2- The paper is very accessible and provides a short and crisp summary of the obtained results. I find it particularly well written.
3- The summary of the entanglement-based observables and the numerical procedure are very precise and helpful.
Weaknesses
1- After the revision by the authors, the paper still has a strong focus on the numerical results and less on providing a physical picture of the underlying dynamics.
Report
The authors have considered the suggestions from my previous report and revised the manuscript accordingly. While I agree that an analytical understanding of the presented results is probably not straightforwardly obtained, I also think it is a chance missed by the authors to significantly improve their work and the impact it will have in the future.

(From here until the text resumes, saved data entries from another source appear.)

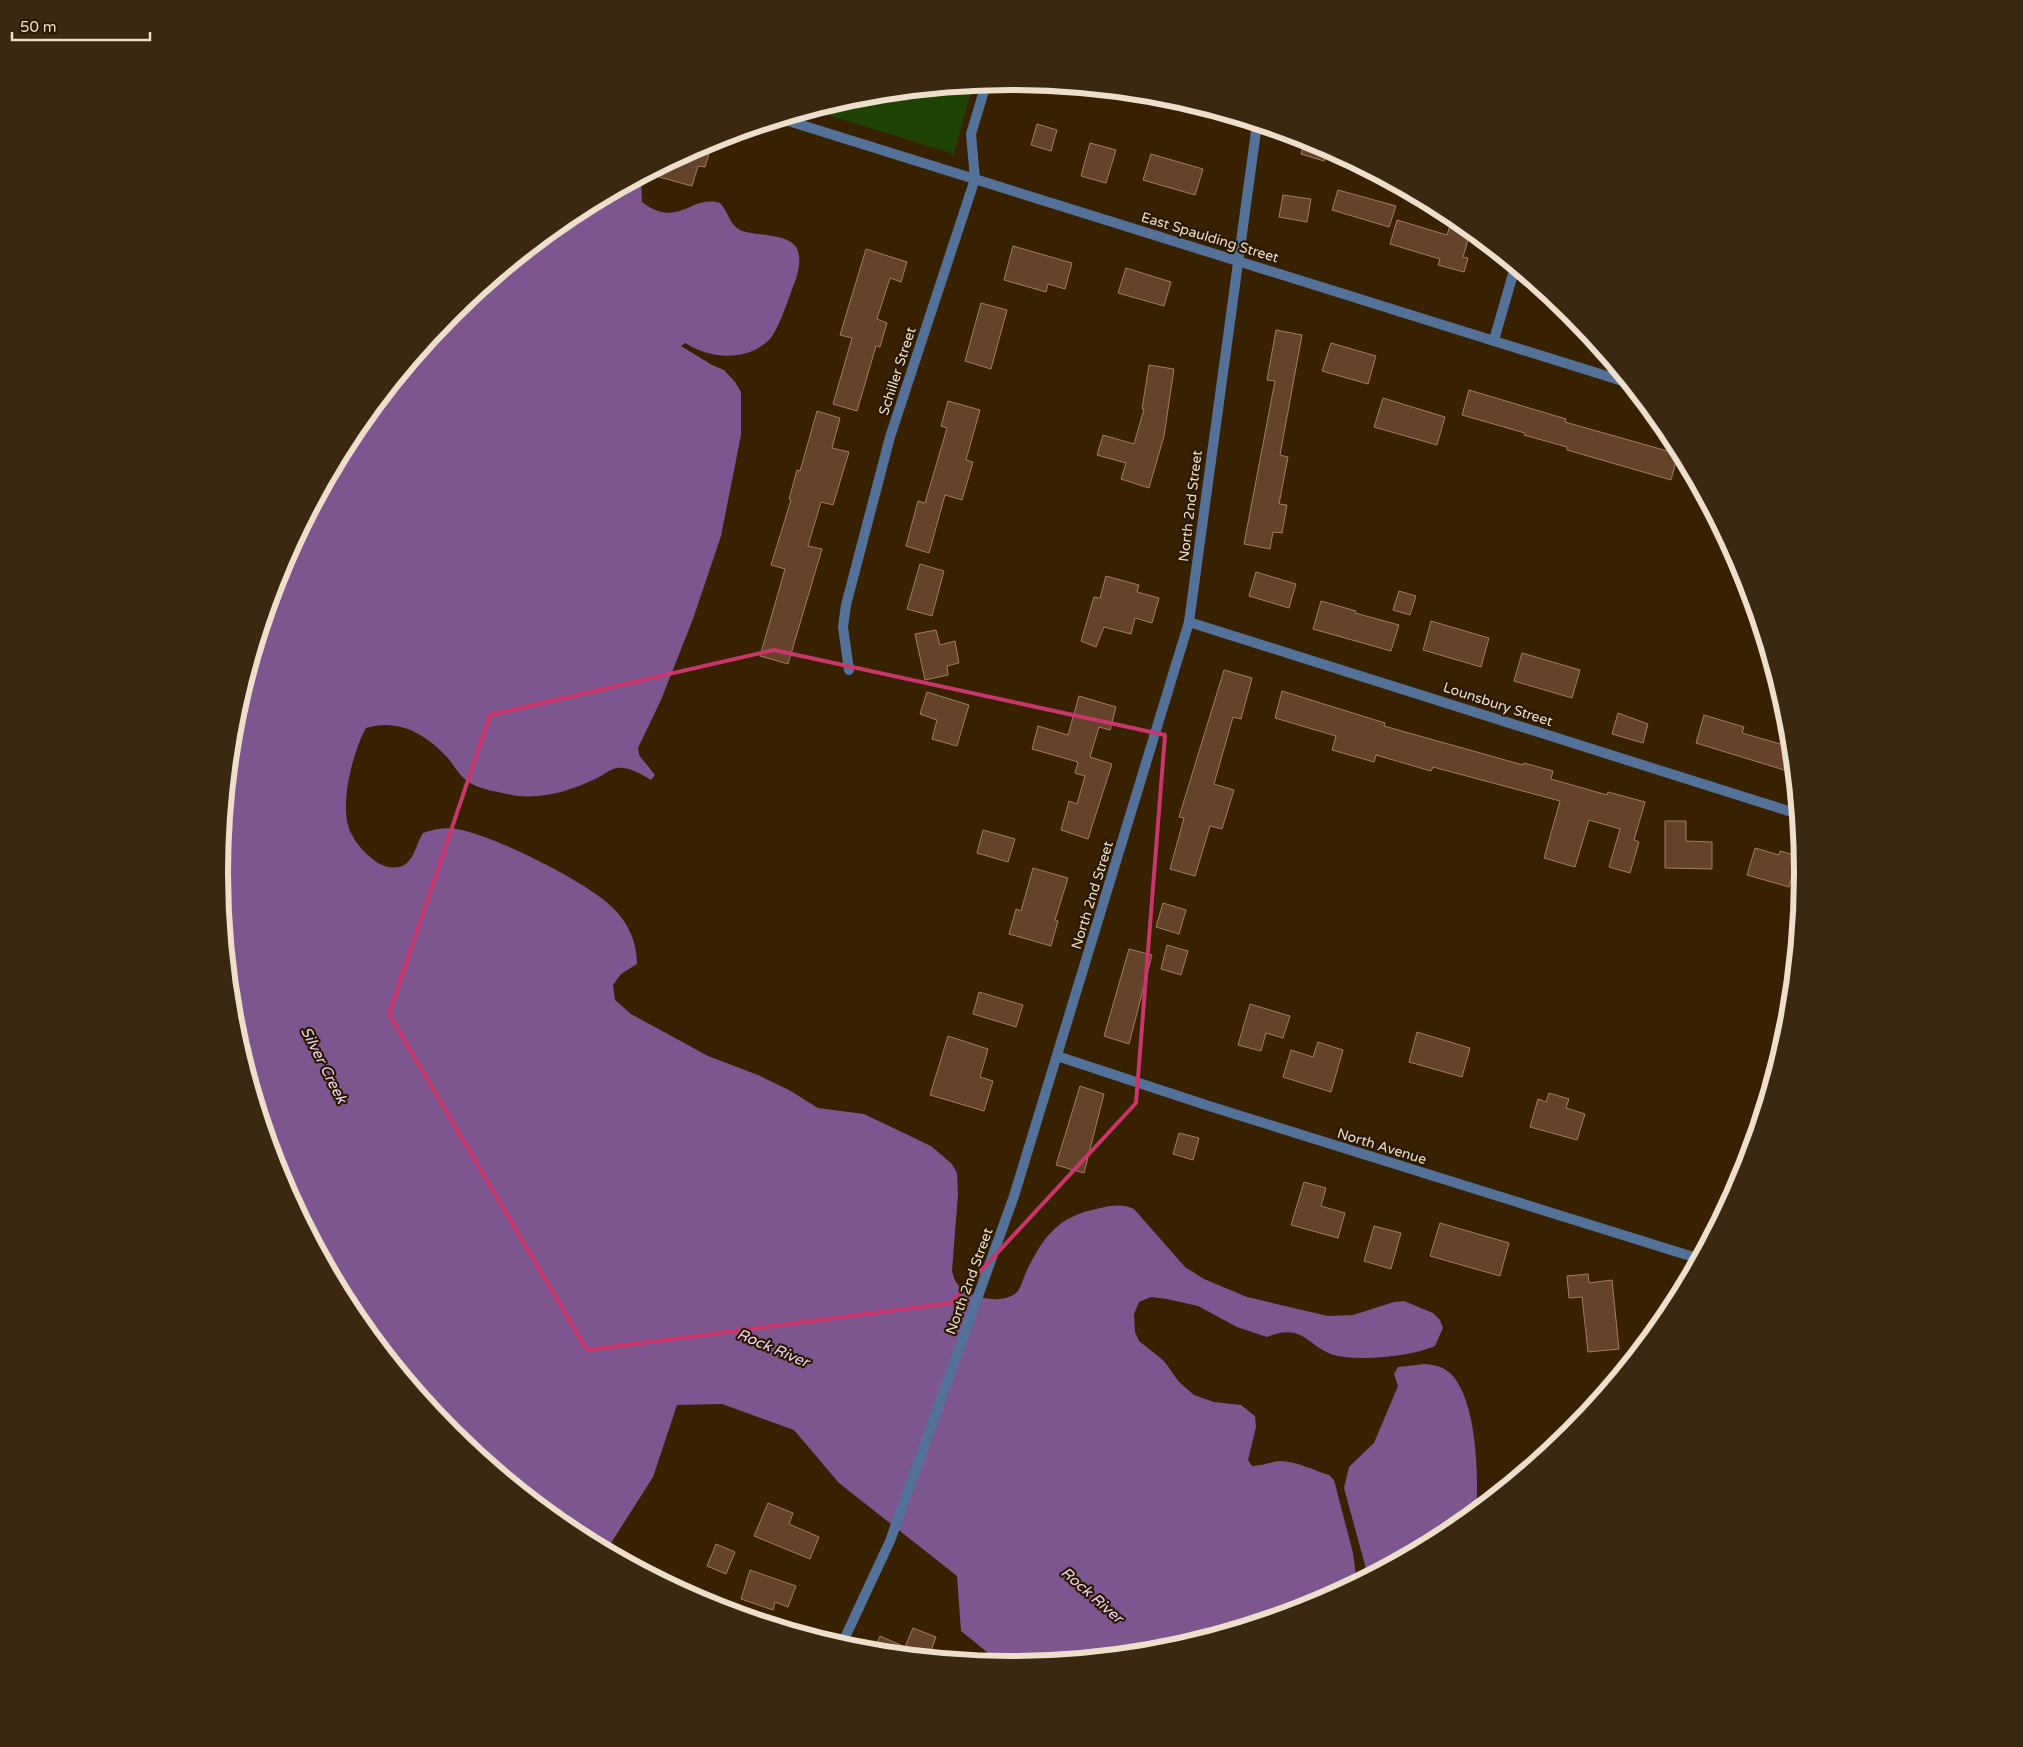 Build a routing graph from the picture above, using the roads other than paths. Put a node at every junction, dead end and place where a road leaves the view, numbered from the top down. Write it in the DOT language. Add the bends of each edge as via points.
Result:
graph roads {
  1 [pos="984,91"];
  2 [pos="792,122"];
  3 [pos="1256,130"];
  4 [pos="975,179"];
  5 [pos="1238,260"];
  6 [pos="1513,272"];
  7 [pos="1494,340"];
  8 [pos="1619,380"];
  9 [pos="1189,622"];
  10 [pos="849,670"];
  11 [pos="1792,812"];
  12 [pos="1057,1056"];
  13 [pos="1694,1257"];
  14 [pos="844,1639"];
  1 -- 4 [label="street, Schiller Street" via="971,134"];
  2 -- 4 [label="street, East Spaulding Street"];
  3 -- 5 [label="street, North 2nd Street"];
  4 -- 5 [label="street, East Spaulding Street"];
  4 -- 10 [label="street, Schiller Street" via="890,437 846,605 843,627"];
  5 -- 7 [label="street, East Spaulding Street"];
  5 -- 9 [label="street, North 2nd Street"];
  6 -- 7 [label="street"];
  7 -- 8 [label="street, East Spaulding Street"];
  9 -- 11 [label="street, Lounsbury Street"];
  9 -- 12 [label="street, North 2nd Street"];
  12 -- 13 [label="street, North Avenue"];
  12 -- 14 [label="street, North 2nd Street" via="1014,1196 890,1541"];
}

However, there are plenty of new and interesting results on the topic of measurement-induced phase transitions presented in the manuscript. It is well written and very accessible and I believe it is a good paper that should be published in SciPost Physics Core.
Author: Marcello Dalmonte on 2022-03-19 [id 2304]
(in reply to Report 2 on 2022-02-06)We thank the Referee of their reading of our revised version. We have changed the text before and after Eq. 3, to accommodate extra explanations following the points in the report. We have also revised Fig. 1b caption accordingly."